Date de mise à jour 
07/11/2019

Gérald DARMANIN, ministre de l’Action et des Comptes publics, et Olivier DUSSOPT, secrétaire d’État auprès du ministre de l’Action et des Comptes publics, ont présenté ce jeudi 7 novembre, en conseil des ministres, le projet de loi de finances rectificative pour 2019. Ce texte financier de fin de gestion prévoit un déficit pour 2019 inchangé à 3,1 %, contribue encore à améliorer la sincérité des documents budgétaires, et ne présente aucun décret d’avance, pour la 2e année consécutive.

Le texte est également présenté ce jeudi 7 novembre par Gérald DARMANIN et Olivier DUSSOPT auprès de la commission des finances de l’Assemblée nationale.

Le projet de loi de finances rectificative (PLFR) pour 2019 s’inscrit dans la continuité des engagements pris par le Gouvernement pour le financement des mesures d’urgence et réaffirmés lors de la présentation du projet de loi de finances (PLF) pour 2020.

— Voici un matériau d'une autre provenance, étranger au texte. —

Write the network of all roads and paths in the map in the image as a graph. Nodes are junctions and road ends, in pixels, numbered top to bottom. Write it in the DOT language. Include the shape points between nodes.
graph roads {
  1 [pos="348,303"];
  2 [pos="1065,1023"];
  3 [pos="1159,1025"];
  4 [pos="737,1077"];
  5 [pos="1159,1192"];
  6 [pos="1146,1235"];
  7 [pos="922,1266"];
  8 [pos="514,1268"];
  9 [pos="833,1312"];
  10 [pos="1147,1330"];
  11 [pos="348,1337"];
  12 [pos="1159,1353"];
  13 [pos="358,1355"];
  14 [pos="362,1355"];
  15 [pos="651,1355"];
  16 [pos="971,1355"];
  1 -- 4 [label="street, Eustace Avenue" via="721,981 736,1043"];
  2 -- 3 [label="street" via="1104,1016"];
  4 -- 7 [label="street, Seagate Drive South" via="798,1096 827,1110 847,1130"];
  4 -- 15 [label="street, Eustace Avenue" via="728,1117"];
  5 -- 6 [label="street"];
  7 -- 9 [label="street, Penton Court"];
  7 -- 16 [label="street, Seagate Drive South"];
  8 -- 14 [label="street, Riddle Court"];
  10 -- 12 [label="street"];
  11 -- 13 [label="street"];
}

Le scénario macroéconomique présenté dans le PLFR 2019 reste inchangé par rapport à celui retenu dans le cadre du PLF 2020 : la prévision de croissance pour 2019 estimée reste à hauteur de 1,4 %.

3 Md€ de dépenses devront être financées sur l’exercice 2019, dont notamment 800 M€ en faveur de la prime d’activité, 600 M€ liés au décalage au 1er janvier 2020 de la réforme des aides personnalisées au logement en temps réel et environ 300 M€ liés au dynamisme de la prime à la conversion comme du bonus automobile.

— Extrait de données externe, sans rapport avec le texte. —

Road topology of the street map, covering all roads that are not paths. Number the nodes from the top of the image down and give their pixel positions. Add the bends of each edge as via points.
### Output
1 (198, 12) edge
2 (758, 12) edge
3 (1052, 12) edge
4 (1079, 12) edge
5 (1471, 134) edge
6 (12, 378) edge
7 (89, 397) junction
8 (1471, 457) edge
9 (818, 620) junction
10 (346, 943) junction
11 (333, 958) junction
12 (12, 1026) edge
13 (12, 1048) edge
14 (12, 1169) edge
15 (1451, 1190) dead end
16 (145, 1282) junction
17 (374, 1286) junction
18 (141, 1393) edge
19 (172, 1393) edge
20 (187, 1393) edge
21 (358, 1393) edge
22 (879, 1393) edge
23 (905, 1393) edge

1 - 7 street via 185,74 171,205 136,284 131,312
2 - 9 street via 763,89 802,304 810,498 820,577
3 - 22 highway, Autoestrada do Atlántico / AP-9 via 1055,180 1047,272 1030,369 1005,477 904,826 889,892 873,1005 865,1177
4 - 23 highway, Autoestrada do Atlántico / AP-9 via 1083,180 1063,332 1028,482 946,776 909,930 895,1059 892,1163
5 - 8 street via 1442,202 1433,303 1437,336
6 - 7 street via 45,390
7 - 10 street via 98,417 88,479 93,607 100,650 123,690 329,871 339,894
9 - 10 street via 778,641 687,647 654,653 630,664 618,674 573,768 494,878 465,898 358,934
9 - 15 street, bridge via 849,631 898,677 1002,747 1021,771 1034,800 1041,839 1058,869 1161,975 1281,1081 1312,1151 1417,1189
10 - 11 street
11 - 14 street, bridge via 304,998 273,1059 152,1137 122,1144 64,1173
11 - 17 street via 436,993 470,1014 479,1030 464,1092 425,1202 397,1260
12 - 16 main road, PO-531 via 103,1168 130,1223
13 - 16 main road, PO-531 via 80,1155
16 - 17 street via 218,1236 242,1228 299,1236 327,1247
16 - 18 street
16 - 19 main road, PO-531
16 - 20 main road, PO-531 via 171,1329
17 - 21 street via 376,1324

Le solde budgétaire s’améliore de 10 Md€ par rapport à la prévision de la loi de finances initiale. D’abord prévu à - 107,7 milliards d’euros en loi de finances initiale pour 2019, le solde budgétaire révisé dans le projet de loi de finances rectificative s’établirait en amélioration de 10 Md€.

Pour la deuxième fois depuis l’entrée en vigueur de la loi organique relative aux lois de finances (LOLF) du 1er août 2001, l’exécution budgétaire 2019, comme en 2018,  ne s’est accompagnée d’aucun décret d’avance, renforçant d’autant la portée de l’autorisation parlementaire.

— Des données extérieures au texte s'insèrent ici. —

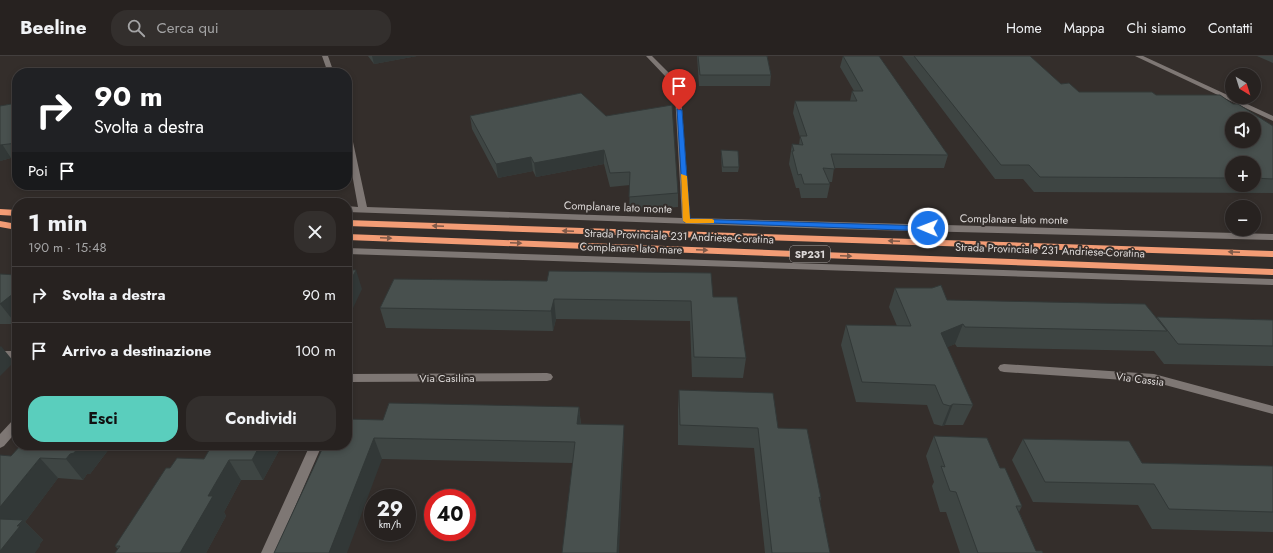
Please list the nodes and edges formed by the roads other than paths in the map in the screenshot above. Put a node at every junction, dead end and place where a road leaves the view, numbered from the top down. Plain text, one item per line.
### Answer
1 (325, 56) edge
2 (649, 56) edge
3 (1138, 56) edge
4 (329, 68) edge
5 (1273, 119) edge
6 (352, 144) edge
7 (352, 209) edge
8 (363, 209) junction
9 (0, 212) edge
10 (12, 213) edge
11 (686, 221) junction
12 (0, 224) edge
13 (352, 224) edge
14 (12, 225) edge
15 (352, 237) edge
16 (1273, 237) edge
17 (352, 251) edge
18 (1273, 254) edge
19 (1273, 272) edge
20 (1273, 282) edge
21 (0, 355) edge
22 (12, 355) edge
23 (1004, 368) dead end
24 (547, 377) dead end
25 (352, 378) edge
26 (1272, 411) edge
27 (12, 429) edge
28 (0, 443) edge
29 (314, 450) edge
30 (268, 553) edge

1 - 4 street
2 - 11 street
3 - 5 street
6 - 8 street
7 - 8 street, Complanare lato monte
8 - 11 street, Complanare lato monte
9 - 10 highway
11 - 16 street, Complanare lato monte
12 - 14 highway
18 -> 13 highway, Strada Provinciale 231 Andriese-Coratina / SP231
15 -> 19 highway, Strada Provinciale 231 Andriese-Coratina / SP231
17 - 20 street, Complanare lato mare
21 - 22 street
23 - 26 street, Via Cassia
24 - 25 street, Via Casilina
27 - 28 street
29 - 30 street

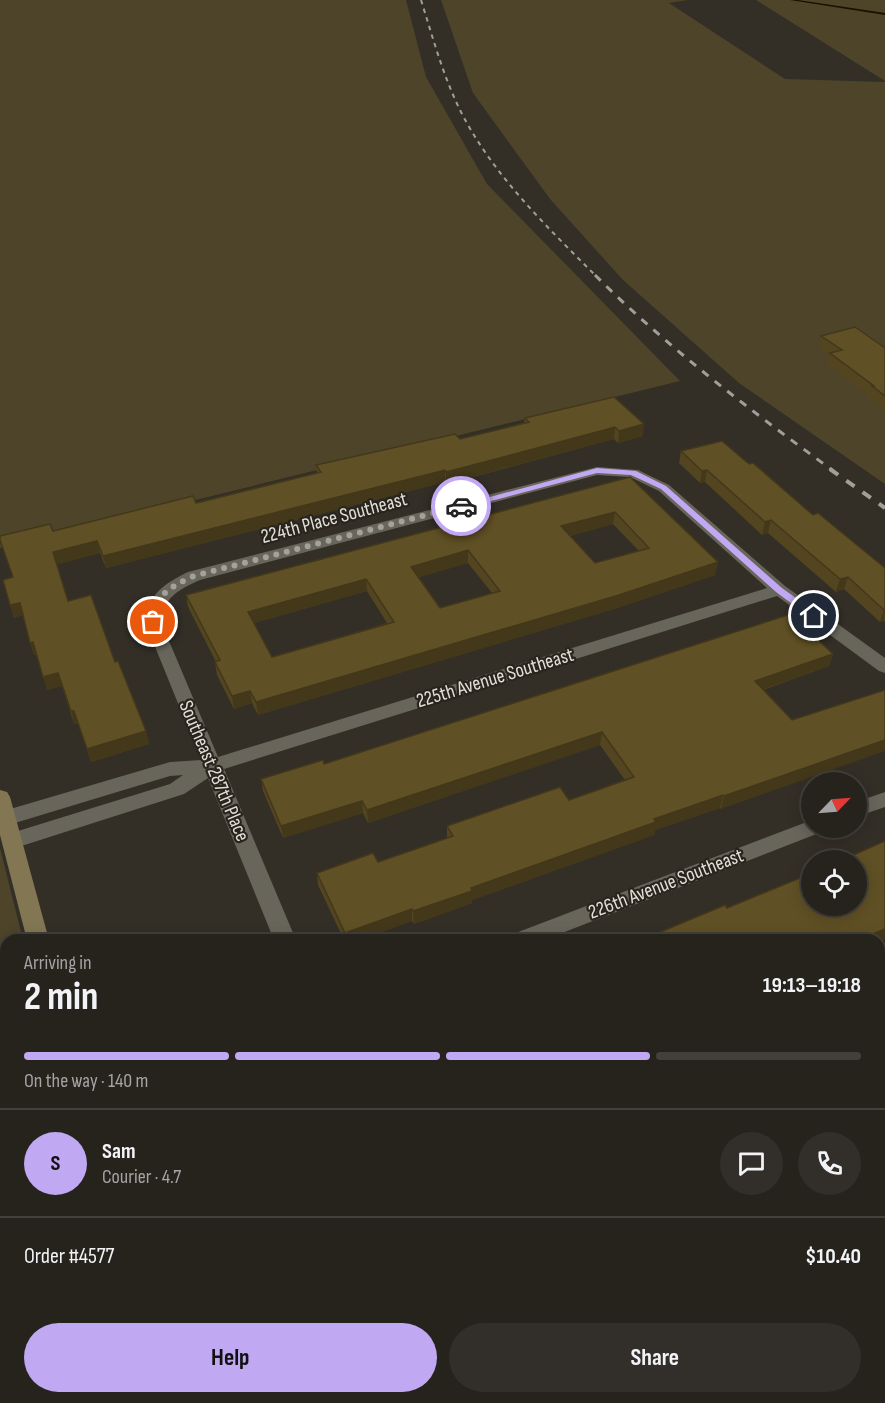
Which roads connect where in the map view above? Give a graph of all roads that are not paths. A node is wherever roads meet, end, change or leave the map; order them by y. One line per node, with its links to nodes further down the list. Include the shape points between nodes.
1 (779, 590): 2 (street, 224th Place Southeast, via 664,488 633,473 597,471 194,576 170,587); 3 (street); 4 (street, 225th Avenue Southeast)
2 (157, 600): 4 (street, Southeast 287th Place, via 153,614 156,634)
3 (885, 667)
4 (212, 766): 8 (street, 225th Avenue Southeast, via 170,769); 10 (street, 225th Avenue Southeast, via 177,789); 12 (street, Southeast 287th Place)
5 (0, 797): 8 (street)
6 (885, 799): 7 (street)
7 (867, 806)
8 (5, 818): 10 (street)
9 (801, 832): 13 (street, 226th Avenue Southeast)
10 (12, 841): 11 (street)
11 (36, 934)
12 (282, 934)
13 (537, 934)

Ce projet de loi de finances rectificative de fin d’année, allégé comme en 2018, ne comporte aucune disposition fiscale et seulement trois mesures strictement nécessaires à la fin de gestion qui portent sur des affectations de ressources.

Recentré sur la fin de gestion, ce projet de loi de finances rectificative pourra être rapidement mis en débat et adopté dès la fin novembre.